Sooo, what do you expect to find here? Well, in a nutshell:
  • The powers that be (the general system/bureaucracy which employs us)
  • Spelling (of the atrocious and creative kind that students throw at us)
  • Grammar (see above)
  • The logic is where? (this is the speciality of the menu, our students tend to possess very little)
  • LOL (the funny stuff we encounter on a daily basis)
  • zOMG you got to University how? (these are shocking revelations into the minds of people who somehow or the other found themselves at university when ideally they should be in Grade 5)
  • The genius that is (this often overlaps with the logic is where?, but this refers specifically to students who belong to a certain department. They never fail to amaze and amuse because they do things which tend to be terminally daft)

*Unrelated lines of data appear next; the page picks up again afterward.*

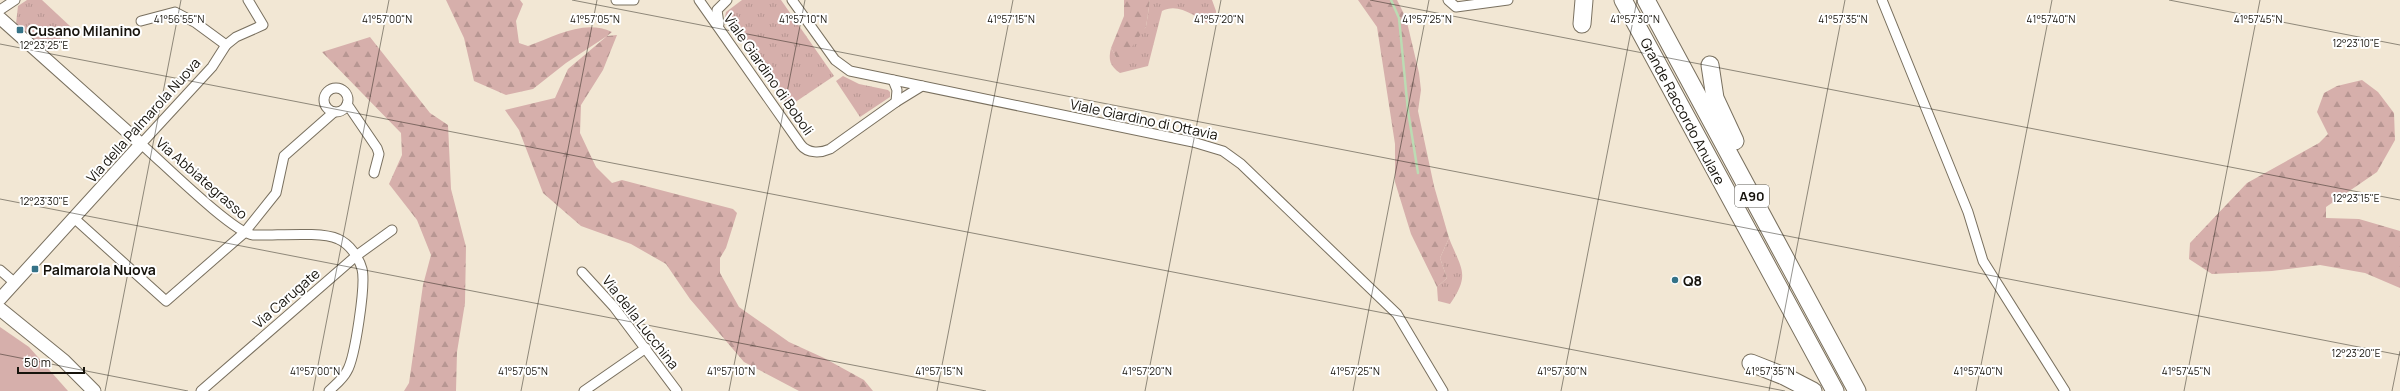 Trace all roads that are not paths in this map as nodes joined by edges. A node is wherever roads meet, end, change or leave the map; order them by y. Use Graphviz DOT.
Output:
graph roads {
  1 [pos="15,0"];
  2 [pos="248,0"];
  3 [pos="616,0"];
  4 [pos="634,0"];
  5 [pos="699,0"];
  6 [pos="727,0"];
  7 [pos="792,0"];
  8 [pos="1448,0"];
  9 [pos="1508,0"];
  10 [pos="1584,0"];
  11 [pos="1623,0"];
  12 [pos="1646,0"];
  13 [pos="1882,0"];
  14 [pos="0,10"];
  15 [pos="0,18"];
  16 [pos="141,21"];
  17 [pos="1582,24"];
  18 [pos="719,27"];
  19 [pos="226,45"];
  20 [pos="1710,65"];
  21 [pos="893,80"];
  22 [pos="922,86"];
  23 [pos="896,102"];
  24 [pos="347,104"];
  25 [pos="334,112"];
  26 [pos="141,144"];
  27 [pos="374,173"];
  28 [pos="1756,203"];
  29 [pos="75,219"];
  30 [pos="392,230"];
  31 [pos="244,233"];
  32 [pos="356,256"];
  33 [pos="0,270"];
  34 [pos="582,272"];
  35 [pos="15,283"];
  36 [pos="0,299"];
  37 [pos="0,309"];
  38 [pos="646,348"];
  39 [pos="1751,363"];
  40 [pos="94,391"];
  41 [pos="201,391"];
  42 [pos="329,391"];
  43 [pos="584,391"];
  44 [pos="677,391"];
  45 [pos="1443,391"];
  46 [pos="1812,391"];
  47 [pos="1835,391"];
  48 [pos="1858,391"];
  49 [pos="2065,391"];
  1 -- 14 [label="street"];
  2 -- 19 [label="street, Via della Palmarola Nuova"];
  3 -- 4 [label="street"];
  5 -- 18 [label="street, Viale Giardino di Boboli"];
  6 -- 18 [label="street"];
  7 -- 21 [label="street, Viale Giardino di Ottavia"];
  8 -- 9 [label="street"];
  10 -- 17 [label="highway"];
  11 -- 47 [label="highway, Grande Raccordo Anulare / A90"];
  12 -- 28 [label="highway, Grande Raccordo Anulare / A90"];
  13 -- 49 [label="street"];
  15 -- 26 [label="street"];
  16 -- 19 [label="street"];
  18 -- 23 [label="street, Viale Giardino di Boboli"];
  19 -- 26 [label="street, Via della Palmarola Nuova"];
  20 -- 28 [label="highway"];
  21 -- 22 [label="street, Viale Giardino di Ottavia"];
  21 -- 23 [label="street"];
  22 -- 23 [label="street, Viale Giardino di Boboli"];
  22 -- 45 [label="street, Viale Giardino di Ottavia"];
  24 -- 25 [label="street"];
  24 -- 25 [label="street"];
  24 -- 27 [label="street"];
  25 -- 31 [label="street"];
  26 -- 29 [label="street, Via della Palmarola Nuova"];
  26 -- 31 [label="street, Via Abbiategrasso"];
  28 -- 48 [label="highway, Grande Raccordo Anulare / A90"];
  29 -- 31 [label="street"];
  29 -- 35 [label="street, Via della Palmarola Nuova"];
  30 -- 32 [label="street, Via Carugate"];
  31 -- 32 [label="street, Via Abbiategrasso"];
  32 -- 41 [label="street, Via Carugate"];
  32 -- 42 [label="street, Via Abbiategrasso"];
  33 -- 35 [label="street"];
  34 -- 38 [label="street, Via della Lucchina"];
  35 -- 36 [label="street, Via della Palmarola Nuova"];
  37 -- 40 [label="main road"];
  38 -- 43 [label="street"];
  38 -- 44 [label="street, Via della Lucchina"];
  39 -- 46 [label="highway"];
}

  • Excuses excuses (every teacher on the face of the earth, probably thinks they've heard every excuse in the book from the dog ate my homework to the I did my work but left my book at home. Trust me, you've not heard/seen creative until you've seen what we offer.)
  • Frankly my dear- I don't give a damn (we're really nice, up to a point, give us enough grief and you get the cold shoulder)
  • When words fail (pictures or the feeling of so much horror that no other tag fits as a definitive)
We aim to shock readers even more than your local version of People Magazine, we solemnly swear that everything we post here is the absolute truth as written/said/done/handed in for marks by one of Ours.

rah*

P.S.
By Order of Management:
For the future of the human race, please ensure that you do not ever breed if you don't see the funny side in the things you will read here.